== Goal of the exercise ==
Give back all of the data exactly as it stands, with the pictures removed.

== Collected data ==
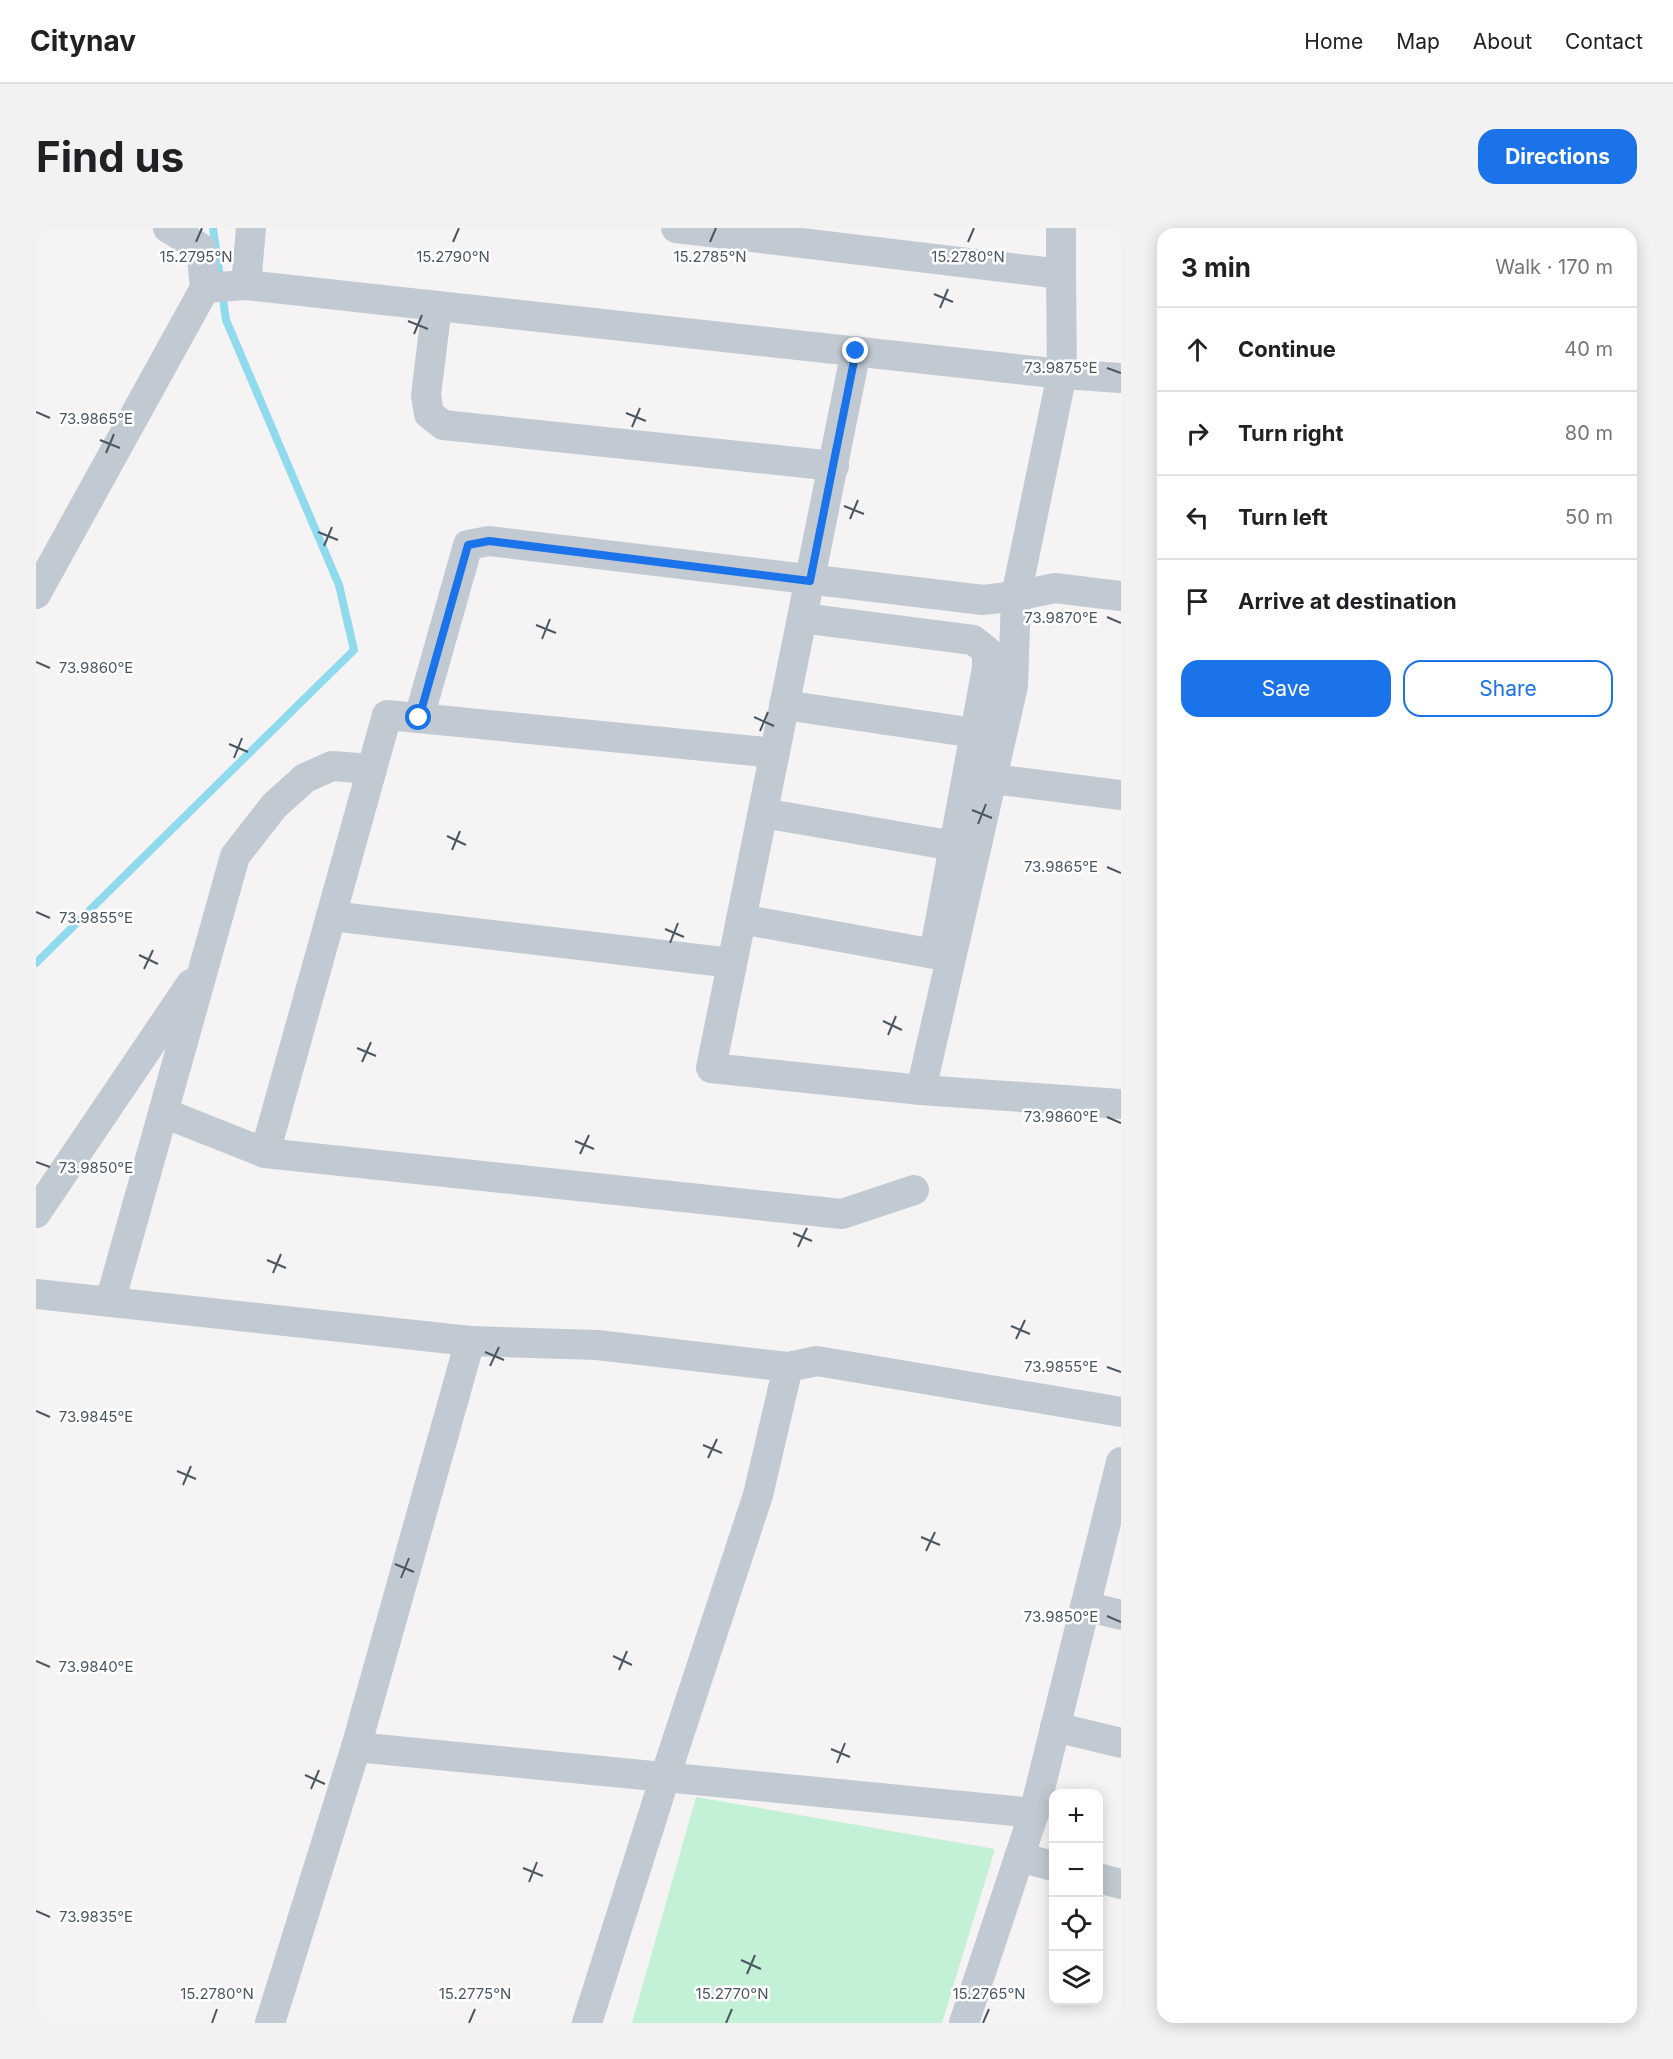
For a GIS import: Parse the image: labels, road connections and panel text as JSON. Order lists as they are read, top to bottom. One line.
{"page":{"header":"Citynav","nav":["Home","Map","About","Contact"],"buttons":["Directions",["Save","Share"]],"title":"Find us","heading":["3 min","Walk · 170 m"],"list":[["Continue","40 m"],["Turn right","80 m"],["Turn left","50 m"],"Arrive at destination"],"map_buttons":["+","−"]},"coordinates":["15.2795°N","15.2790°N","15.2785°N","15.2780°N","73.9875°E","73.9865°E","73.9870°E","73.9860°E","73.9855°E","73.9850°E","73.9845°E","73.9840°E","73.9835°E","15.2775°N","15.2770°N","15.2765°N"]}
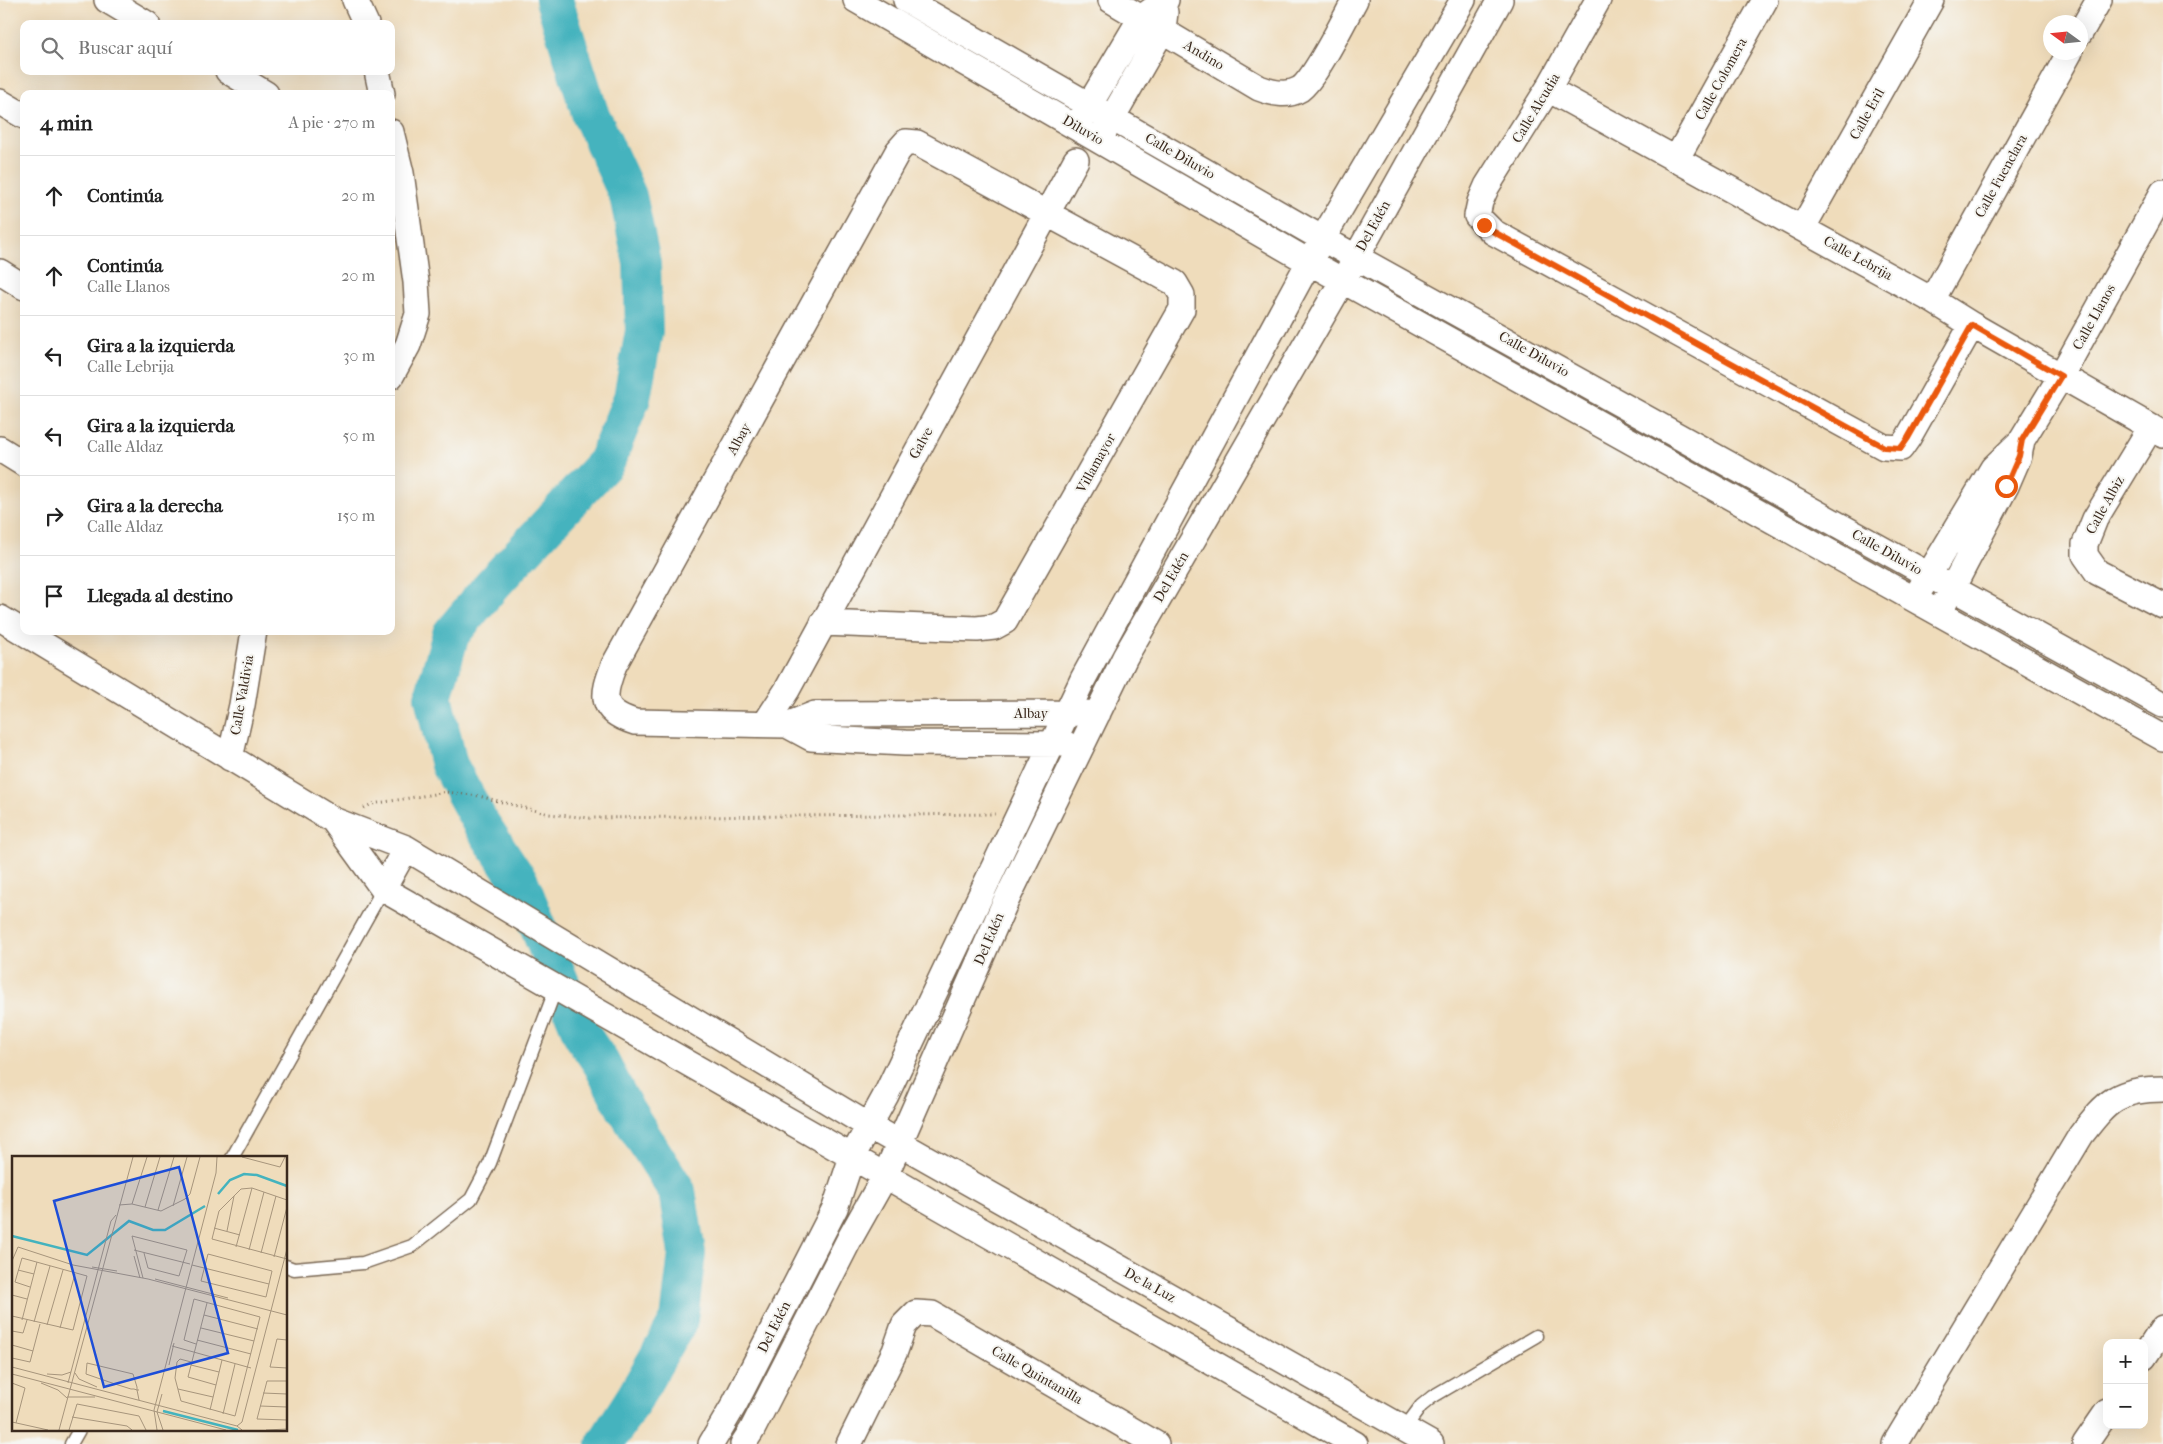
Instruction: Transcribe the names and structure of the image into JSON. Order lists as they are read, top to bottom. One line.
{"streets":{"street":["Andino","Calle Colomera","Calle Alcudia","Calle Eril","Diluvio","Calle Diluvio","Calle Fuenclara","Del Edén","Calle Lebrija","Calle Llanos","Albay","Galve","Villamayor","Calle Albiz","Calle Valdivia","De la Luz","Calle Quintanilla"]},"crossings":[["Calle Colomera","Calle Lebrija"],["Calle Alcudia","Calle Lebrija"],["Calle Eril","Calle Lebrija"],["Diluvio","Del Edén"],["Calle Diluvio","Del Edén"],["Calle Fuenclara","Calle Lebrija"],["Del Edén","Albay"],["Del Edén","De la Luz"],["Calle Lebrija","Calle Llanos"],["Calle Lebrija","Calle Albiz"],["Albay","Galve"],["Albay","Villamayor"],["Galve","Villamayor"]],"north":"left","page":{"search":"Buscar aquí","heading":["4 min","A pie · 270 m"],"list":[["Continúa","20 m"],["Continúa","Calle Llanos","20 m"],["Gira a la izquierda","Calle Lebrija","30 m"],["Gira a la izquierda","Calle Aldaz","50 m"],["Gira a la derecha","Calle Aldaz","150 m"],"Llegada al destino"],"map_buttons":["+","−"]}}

== Problem solution ==
For a GIS import: Parse the image: labels, road connections and panel text as JSON. Order lists as they are read, top to bottom. One line.
{"page":{"header":"Citynav","nav":["Home","Map","About","Contact"],"buttons":["Directions",["Save","Share"]],"title":"Find us","heading":["3 min","Walk · 170 m"],"list":[["Continue","40 m"],["Turn right","80 m"],["Turn left","50 m"],"Arrive at destination"],"map_buttons":["+","−"]},"coordinates":["15.2795°N","15.2790°N","15.2785°N","15.2780°N","73.9875°E","73.9865°E","73.9870°E","73.9860°E","73.9855°E","73.9850°E","73.9845°E","73.9840°E","73.9835°E","15.2775°N","15.2770°N","15.2765°N"]}
Instruction: Transcribe the names and structure of the image into JSON. Order lists as they are read, top to bottom. One line.
{"streets":{"street":["Andino","Calle Colomera","Calle Alcudia","Calle Eril","Diluvio","Calle Diluvio","Calle Fuenclara","Del Edén","Calle Lebrija","Calle Llanos","Albay","Galve","Villamayor","Calle Albiz","Calle Valdivia","De la Luz","Calle Quintanilla"]},"crossings":[["Calle Colomera","Calle Lebrija"],["Calle Alcudia","Calle Lebrija"],["Calle Eril","Calle Lebrija"],["Diluvio","Del Edén"],["Calle Diluvio","Del Edén"],["Calle Fuenclara","Calle Lebrija"],["Del Edén","Albay"],["Del Edén","De la Luz"],["Calle Lebrija","Calle Llanos"],["Calle Lebrija","Calle Albiz"],["Albay","Galve"],["Albay","Villamayor"],["Galve","Villamayor"]],"north":"left","page":{"search":"Buscar aquí","heading":["4 min","A pie · 270 m"],"list":[["Continúa","20 m"],["Continúa","Calle Llanos","20 m"],["Gira a la izquierda","Calle Lebrija","30 m"],["Gira a la izquierda","Calle Aldaz","50 m"],["Gira a la derecha","Calle Aldaz","150 m"],"Llegada al destino"],"map_buttons":["+","−"]}}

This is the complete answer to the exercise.